Robert Musil – I turbamenti del giovane Törless


Perché i pensieri sono qualcosa di strano. Spesso non sono che accidentali; passano senza lasciar traccia; e i pensieri hanno la loro stagione morta e la loro stagione viva. Talvolta si può avere un’intuizione geniale e tuttavia essa appassisce lentamente sotto le nostre mani, come un fiore. La forma rimane, ma mancano i colori, il profumo. Cioè, ce ne ricordiamo parola per parola, e il valore logico della proposizione scoperta rimane intatto, tuttavia galleggia senza meta alla superficie della nostra mente, e non ci sentiamo piú ricchi per questo. Finché, magari dopo anni, ritorna all’improvviso un momento in cui ci accorgiamo che nel frattempo non avevamo capito niente benché in termini di logica avessimo capito tutto. Sí, vi sono pensieri vivi e pensieri morti. Il pensiero che si muove sulla superficie illuminata, che può sempre essere verificato e riscontrato lungo i fili della causalità, non è necessariamente il pensiero vivo. Un pensiero che s’incontra in questo modo rimane indifferente come un uomo qualsiasi in una colonna di soldati in marcia. Anche se un pensiero è entrato nella nostra mente molto tempo prima, prende vita solo nel momento in cui qualcosa, che non è piú pensiero, che non è piú logico, si combina con esso, cosí che noi sentiamo la sua verità, al di là di ogni giustificazione, come un’ancora che lacera la carne viva e calda… Ogni grande scoperta si compie solo per metà nel cerchio illuminato della mente cosciente, per l’altra metà nell’oscuro recesso del nostro essere piú interiore, ed è innanzi tutto uno stato d’animo alla cui estremità sboccia il pensiero come un fiore.

DUE PAROLE

Costretti in una società dove ogni membro è patriotticamente avvenghiato alla cultura della colpa e della tortura dei più deboli. Basini stesso rifiuta di uscire dalla sua condizione di larva antropomorfa e preferisce soccombere ai vituperi dei suoi compagni. L’allievo, lo studente, l’inesperienza sono pertanto impossibilitati ad accedere ai misteri della vita. Törless è infatti stregato da questo impulso, folgorato sulla via di Damasco come Paolo. La rivelazione si incarna nella matematica e nella sua effimera Essenza. Per la precisione nella considerazione intellettuale dei numeri immaginari, presentati al cadetto dal zelante professore di fisica. Törless non cerca solo la verità, ma si addentra nell’impossibilità di carpire i segreti della causalità degli eventi.
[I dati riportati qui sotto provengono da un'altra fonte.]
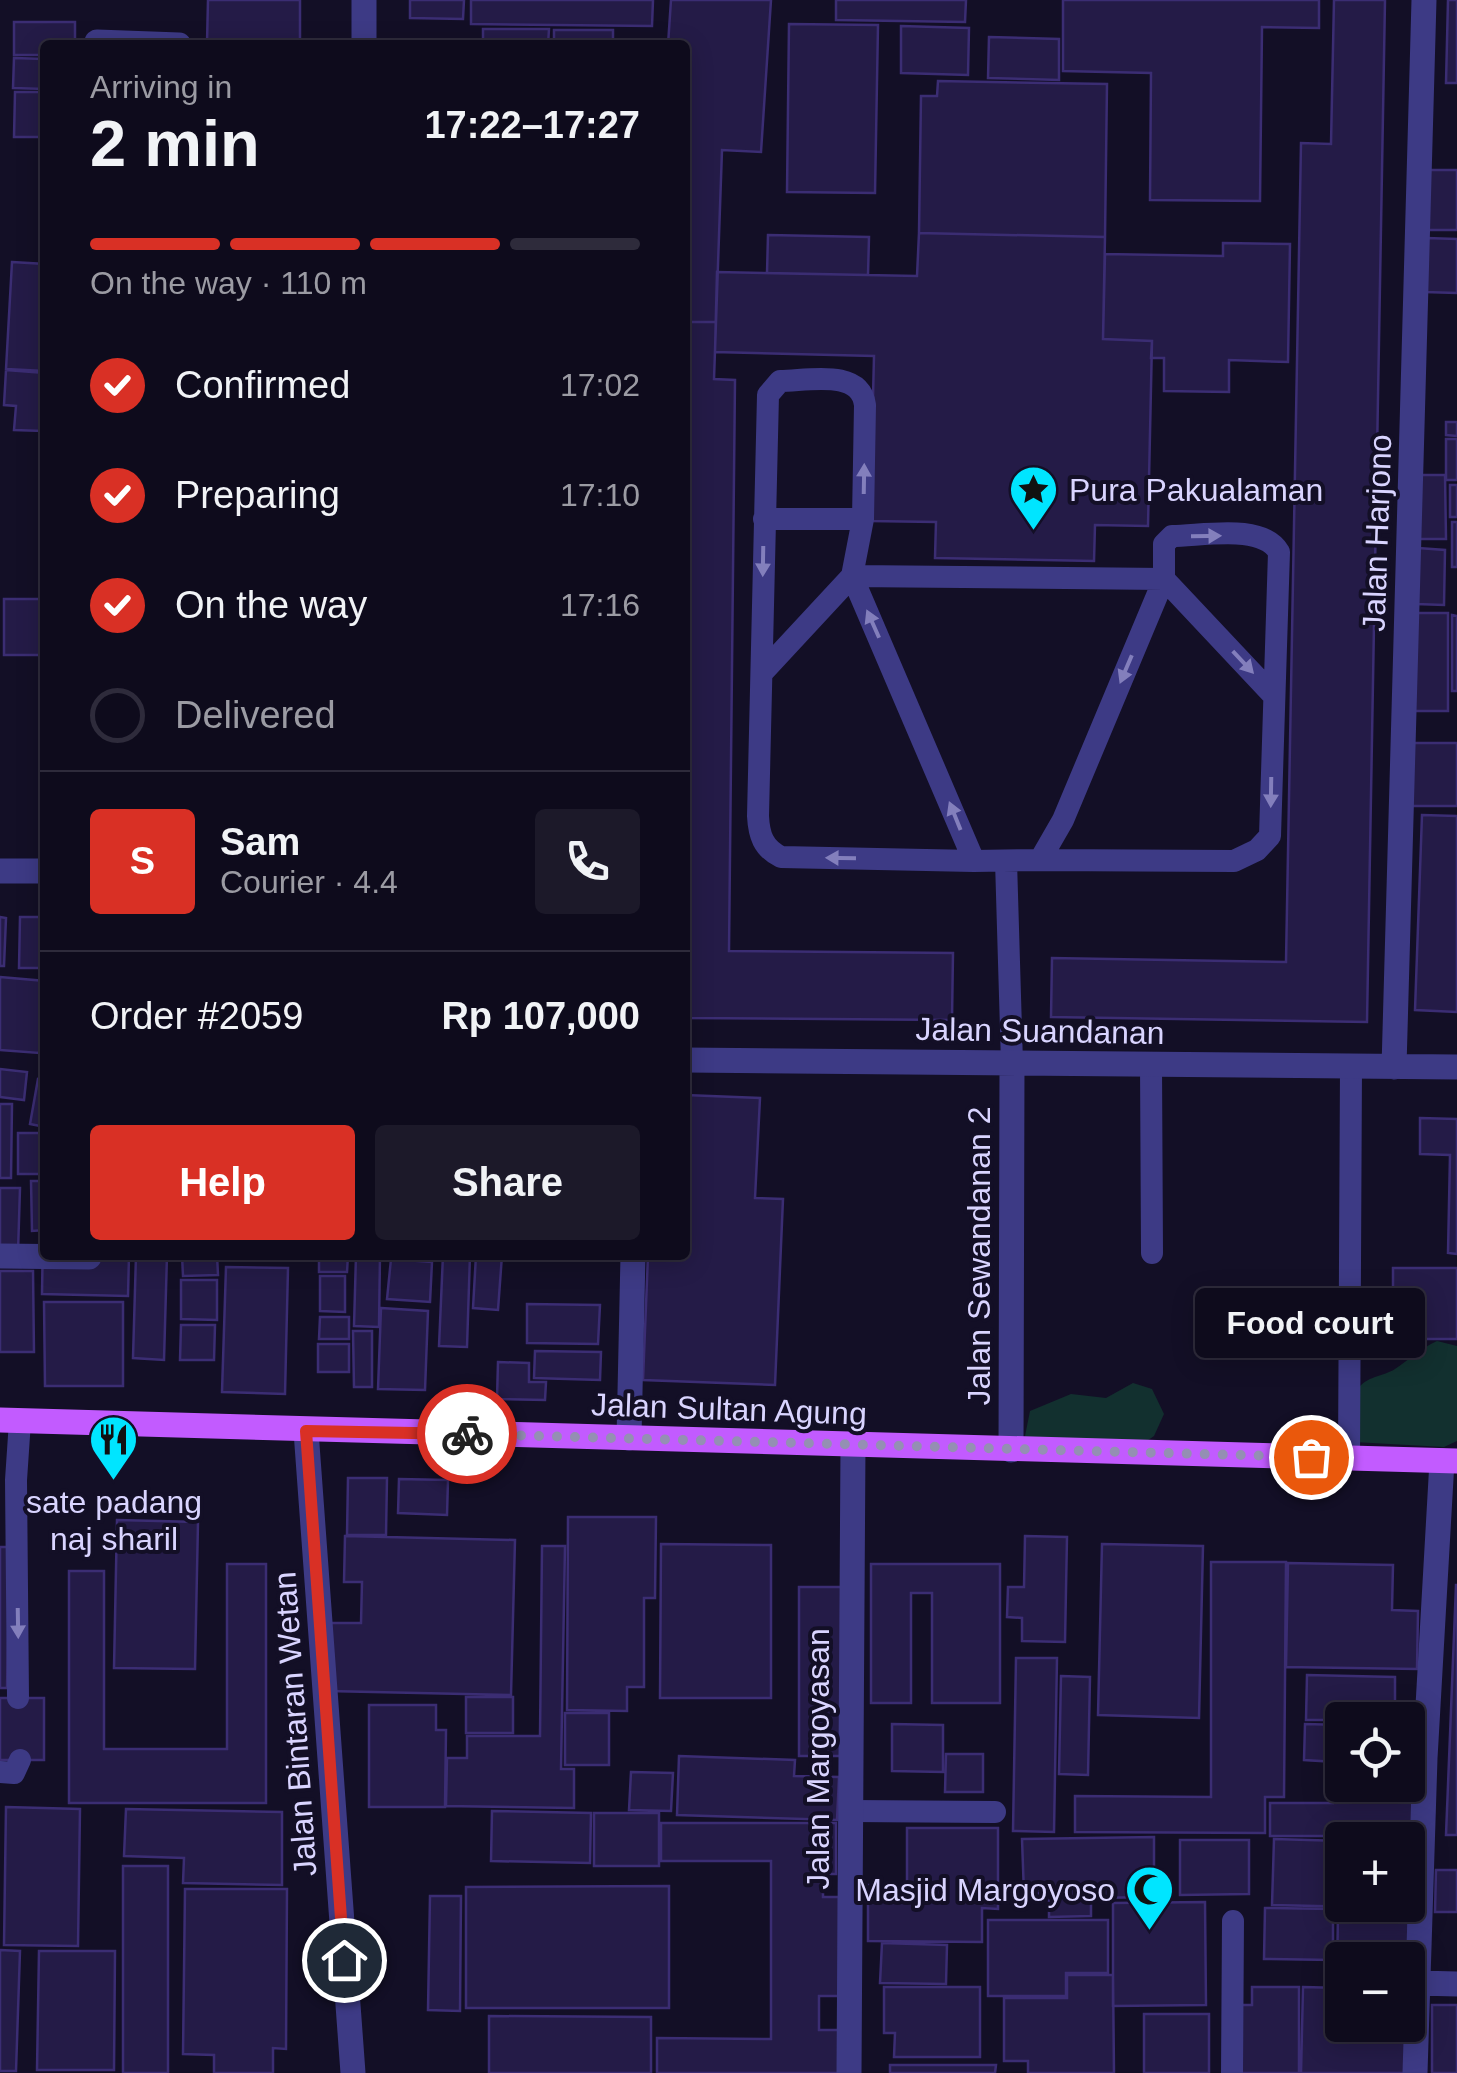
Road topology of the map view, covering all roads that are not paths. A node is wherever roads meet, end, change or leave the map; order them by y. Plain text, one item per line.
1 (364, 0) edge
2 (1424, 0) edge
3 (364, 40) edge
4 (863, 519) junction
5 (764, 520) junction
6 (852, 576) junction
7 (1164, 579) junction
8 (762, 673) junction
9 (1273, 695) junction
10 (1040, 860) junction
11 (974, 861) junction
12 (1006, 861) junction
13 (0, 871) edge
14 (40, 871) edge
15 (690, 1060) edge
16 (1012, 1063) junction
17 (1151, 1065) junction
18 (1351, 1067) junction
19 (1394, 1068) junction
20 (1457, 1068) edge
21 (1152, 1254) dead end
22 (0, 1256) edge
23 (40, 1256) edge
24 (633, 1260) edge
25 (10, 1421) edge
26 (306, 1431) junction
27 (629, 1438) junction
28 (853, 1445) junction
29 (1011, 1450) junction
30 (1348, 1458) junction
31 (1450, 1461) edge
32 (18, 1698) dead end
33 (850, 1811) junction
34 (995, 1812) dead end
35 (1234, 1921) dead end
36 (1421, 1942) edge
37 (1425, 1983) edge
38 (1457, 1984) edge
39 (1416, 2042) edge
40 (353, 2073) edge
41 (848, 2073) edge
42 (1232, 2073) edge
43 (1415, 2073) edge

1 - 3 street
2 - 19 street, Jalan Harjono
4 - 5 lane
4 -> 5 lane
4 - 6 lane
5 -> 8 lane
6 - 7 lane
6 - 8 lane
11 -> 6 lane
7 -> 9 lane
7 -> 9 lane
7 -> 10 lane
11 -> 8 lane
9 -> 10 lane
10 - 12 lane
11 - 12 lane
12 - 16 lane
13 - 14 street
15 - 16 street, Jalan Suandanan
16 - 17 street, Jalan Suandanan
16 - 29 street, Jalan Sewandanan 2
17 - 18 street, Jalan Suandanan
17 - 21 lane
18 - 19 street, Jalan Suandanan
18 - 30 lane
19 - 20 street, Jalan Suandanan
22 - 23 street
24 - 27 street
25 - 26 main road, Jalan Sultan Agung
25 -> 32 lane
26 - 27 main road, Jalan Sultan Agung
26 - 40 street, Jalan Bintaran Wetan
27 - 28 main road, Jalan Sultan Agung
28 - 29 main road, Jalan Sultan Agung
28 - 33 street, Jalan Margoyasan
29 - 30 main road, Jalan Sultan Agung
30 - 31 main road, Jalan Sultan Agung
31 - 36 street
33 - 34 lane
33 - 41 street, Jalan Margoyasan
35 - 42 lane
37 - 38 street
39 - 43 street

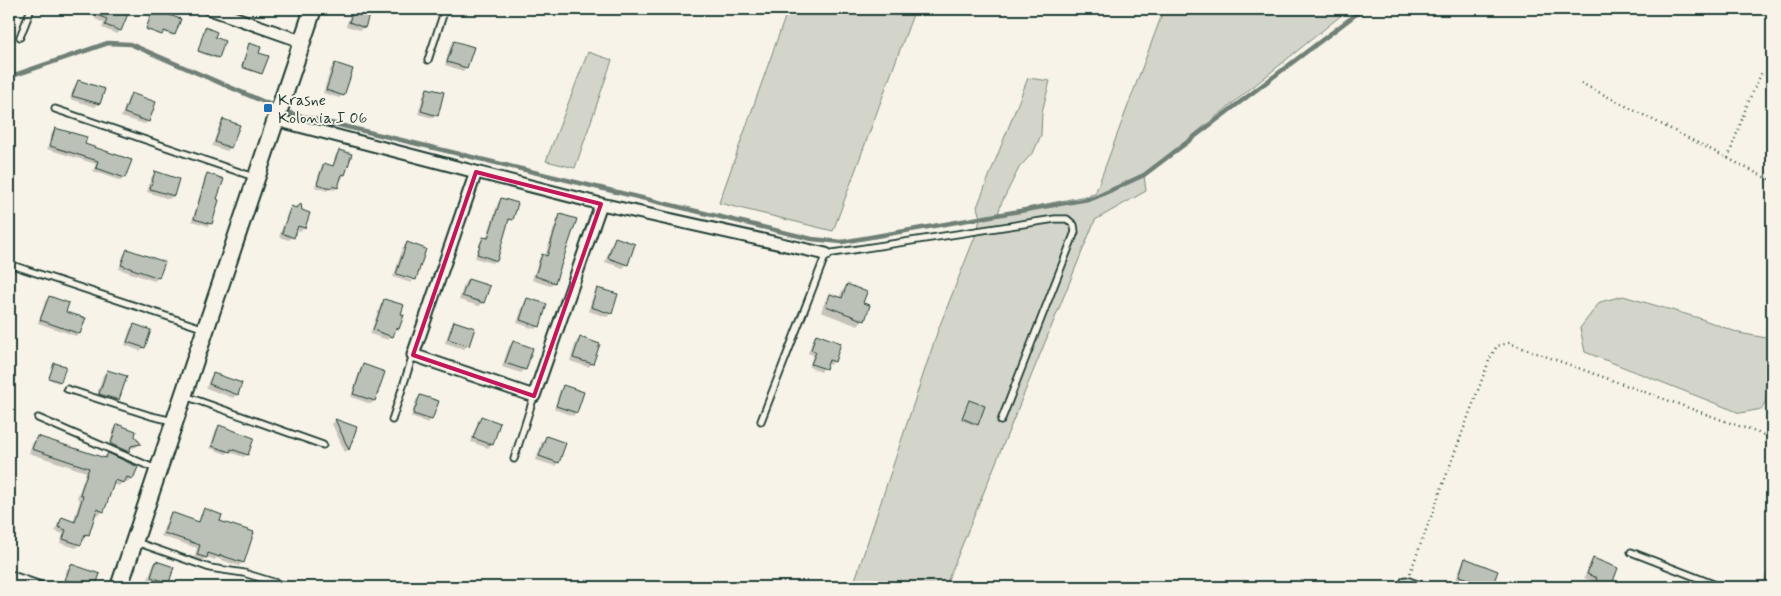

Törless ricerca, insomma, il vero motore del mondo. L’insufficienza del pensiero umano è in rigoroso contrasto con la disciplina (l’ambito accademico militare è dunque perfetto teatro del racconto). Il romanzo è creato in forma di testo di formazione, probabilmente uno dei più brillanti letti dal sottoscritto. Törless arriva dunque a scontrarsi con il muro che ogni umano pensante deve prima o poi affrontare quando si sfida la razionalità: l’ambito teologico. Nella repulsione sessuale verso basini, il protagonista mostra quel viscerale senso di attrazione verso l’occulto (si legga verso l’incompreso). Che “sembra aver una sensibilità ricettiva per l’essenza sottile, divina, della morale, che trascende j limiti del nostro intelletto”. Törless però non si riconosce nemmeno nel temperamento mistico della comprensione, la sua figura è infatti a metà fra il profetico Beineberg e il freddo Reiting. Egli percorre il filo della dualità senza riuscire a sbilanciarsi verso una risposta. Come un cervello dai due emisferi, che oppone razionalità agli istinti, il giovane torless arriva alla scoperta della sua maturità, ovvero che ogni cosa, anche la più complicata, può essere vista per la sua verità e per il suo contrario. Che l’ombra è luce.